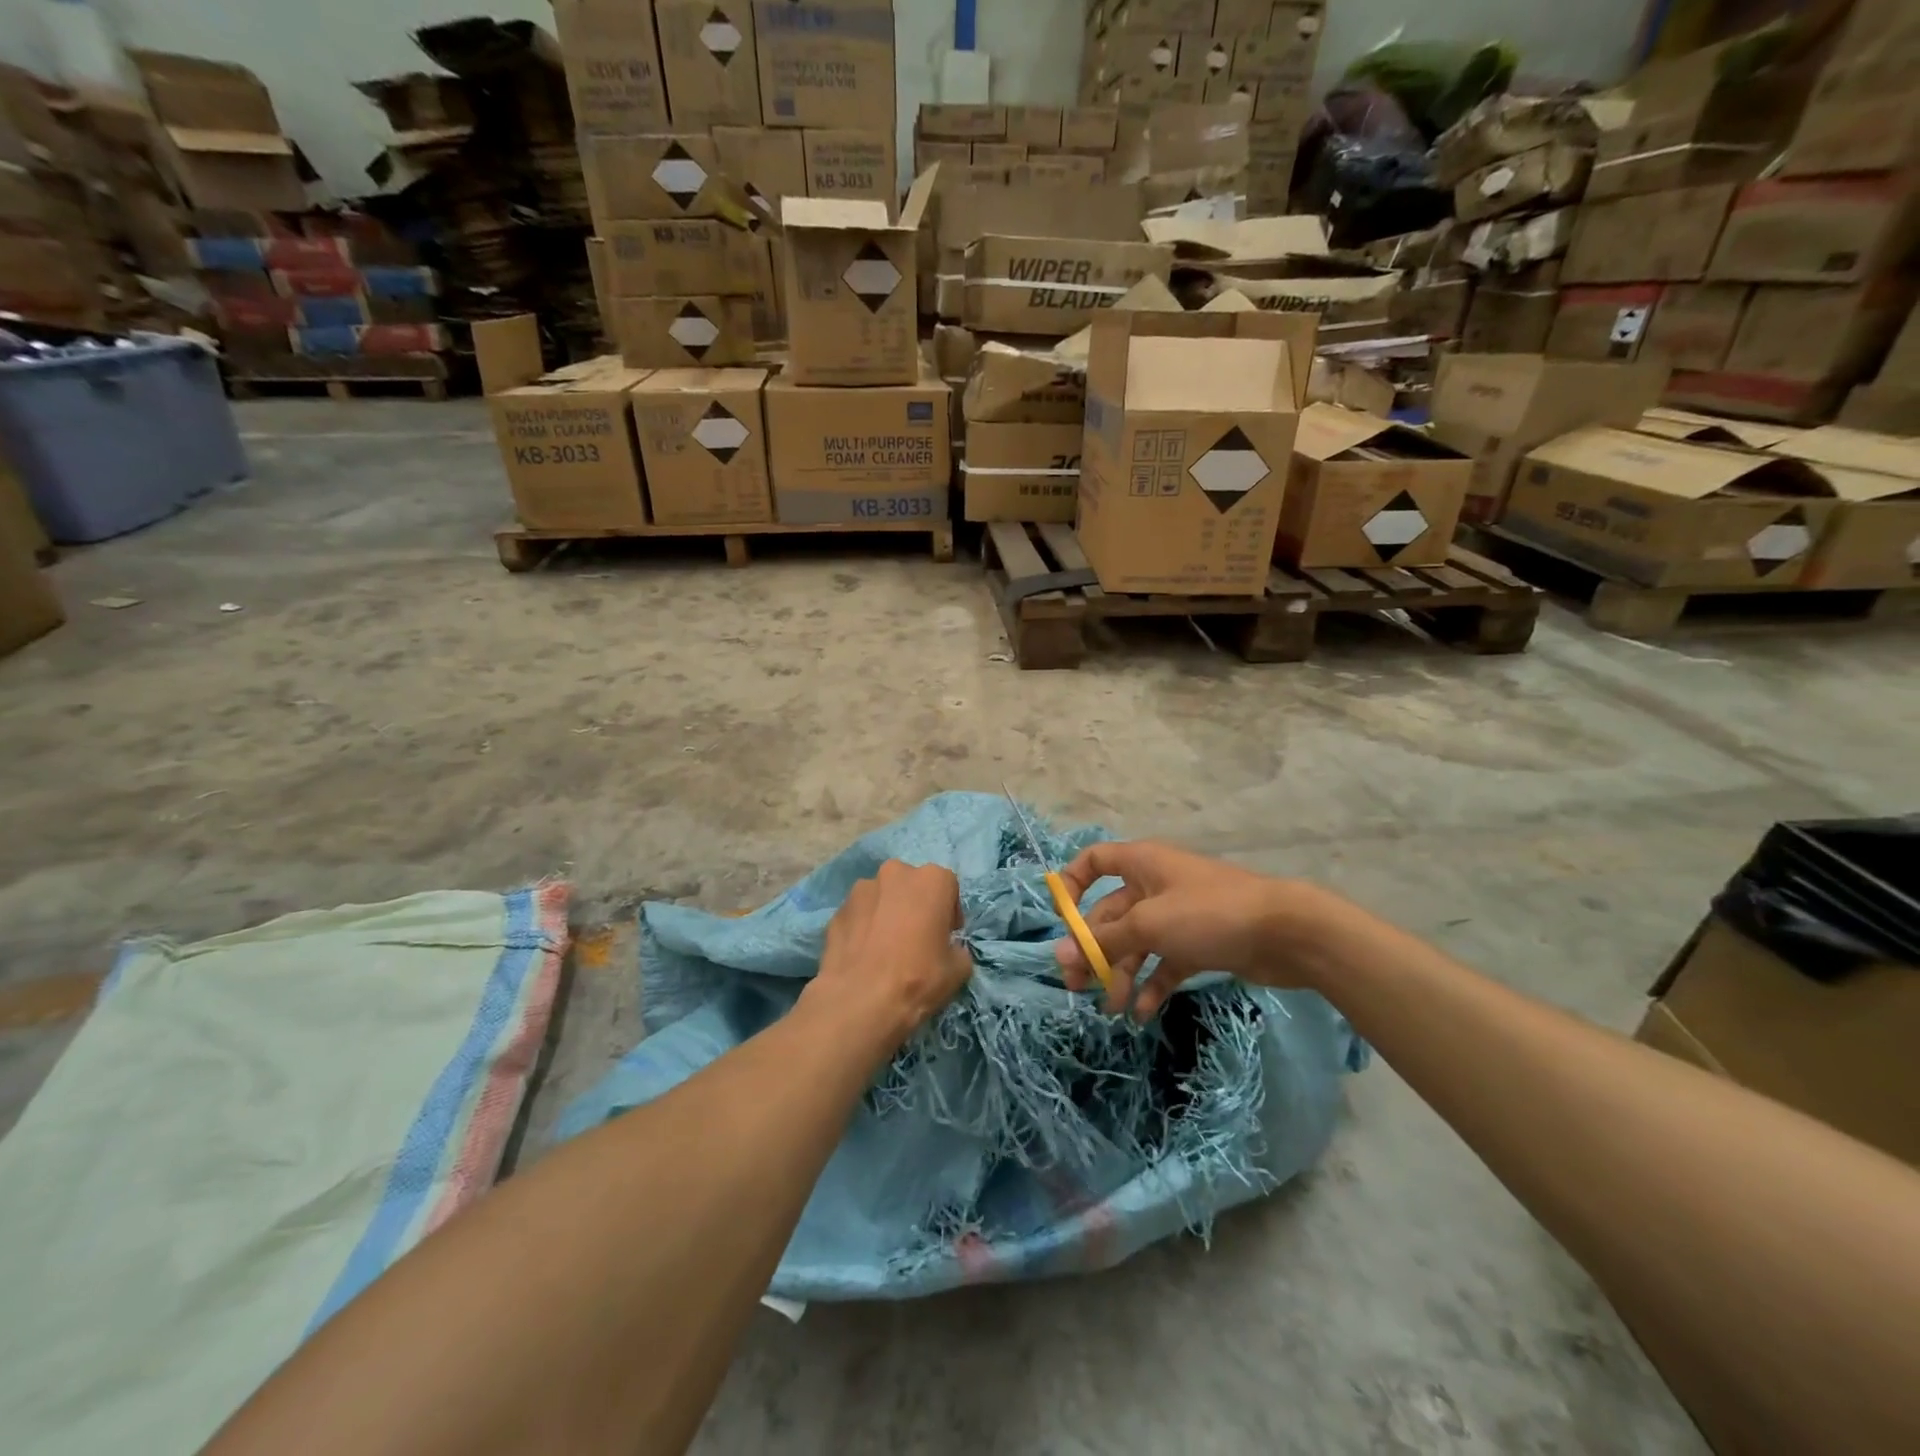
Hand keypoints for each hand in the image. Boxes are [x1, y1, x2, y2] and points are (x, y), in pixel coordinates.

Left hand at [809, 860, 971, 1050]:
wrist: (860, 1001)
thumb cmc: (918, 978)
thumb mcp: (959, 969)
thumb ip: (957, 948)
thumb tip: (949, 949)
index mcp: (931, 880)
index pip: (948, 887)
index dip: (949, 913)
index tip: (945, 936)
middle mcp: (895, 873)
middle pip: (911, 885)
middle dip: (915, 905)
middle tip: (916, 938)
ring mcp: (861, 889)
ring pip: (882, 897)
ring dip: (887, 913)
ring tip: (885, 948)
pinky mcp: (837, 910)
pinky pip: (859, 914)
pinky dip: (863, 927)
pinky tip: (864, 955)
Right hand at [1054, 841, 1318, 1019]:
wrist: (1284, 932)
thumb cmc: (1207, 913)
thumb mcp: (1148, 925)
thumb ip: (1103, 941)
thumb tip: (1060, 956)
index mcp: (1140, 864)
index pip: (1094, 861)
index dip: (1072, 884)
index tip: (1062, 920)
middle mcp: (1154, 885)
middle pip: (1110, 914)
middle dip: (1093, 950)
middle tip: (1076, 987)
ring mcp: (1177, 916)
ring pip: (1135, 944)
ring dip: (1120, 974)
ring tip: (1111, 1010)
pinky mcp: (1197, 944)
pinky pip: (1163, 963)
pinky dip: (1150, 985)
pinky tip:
= = = = =
■ Problem statement:
Please reproduce the line containing "index tip: (945, 936)" and each line after it to the end of the listing, exactly, with nothing added or left out.

■ Exercise solution:
index tip: (945, 936)
middle mcp: (895, 873)
middle pip: (911, 885)
middle dip: (915, 905)
middle tip: (916, 938)
ring mcp: (861, 889)
ring pip: (882, 897)
ring dip: (887, 913)
ring tip: (885, 948)
pinky mcp: (837, 910)
pinky pip: (859, 914)
pinky dip: (863, 927)
pinky tip: (864, 955)
Right hand at [1054, 841, 1318, 1019]:
wrist: (1284, 932)
thumb cmc: (1207, 913)
thumb mcp: (1148, 925)
thumb ip: (1103, 941)
thumb tip: (1060, 956)
index mcp: (1140, 864)
index pip: (1094, 861)
index dip: (1072, 884)
index tip: (1062, 920)
middle mcp: (1154, 885)
middle pip: (1110, 914)
middle dip: (1093, 950)
middle tip: (1076, 987)
ring mcp: (1177, 916)
ring pip: (1135, 944)
ring dip: (1120, 974)
ring tip: (1111, 1010)
pinky mcp: (1197, 944)
pinky pip: (1163, 963)
pinky dip: (1150, 985)
pinky tip:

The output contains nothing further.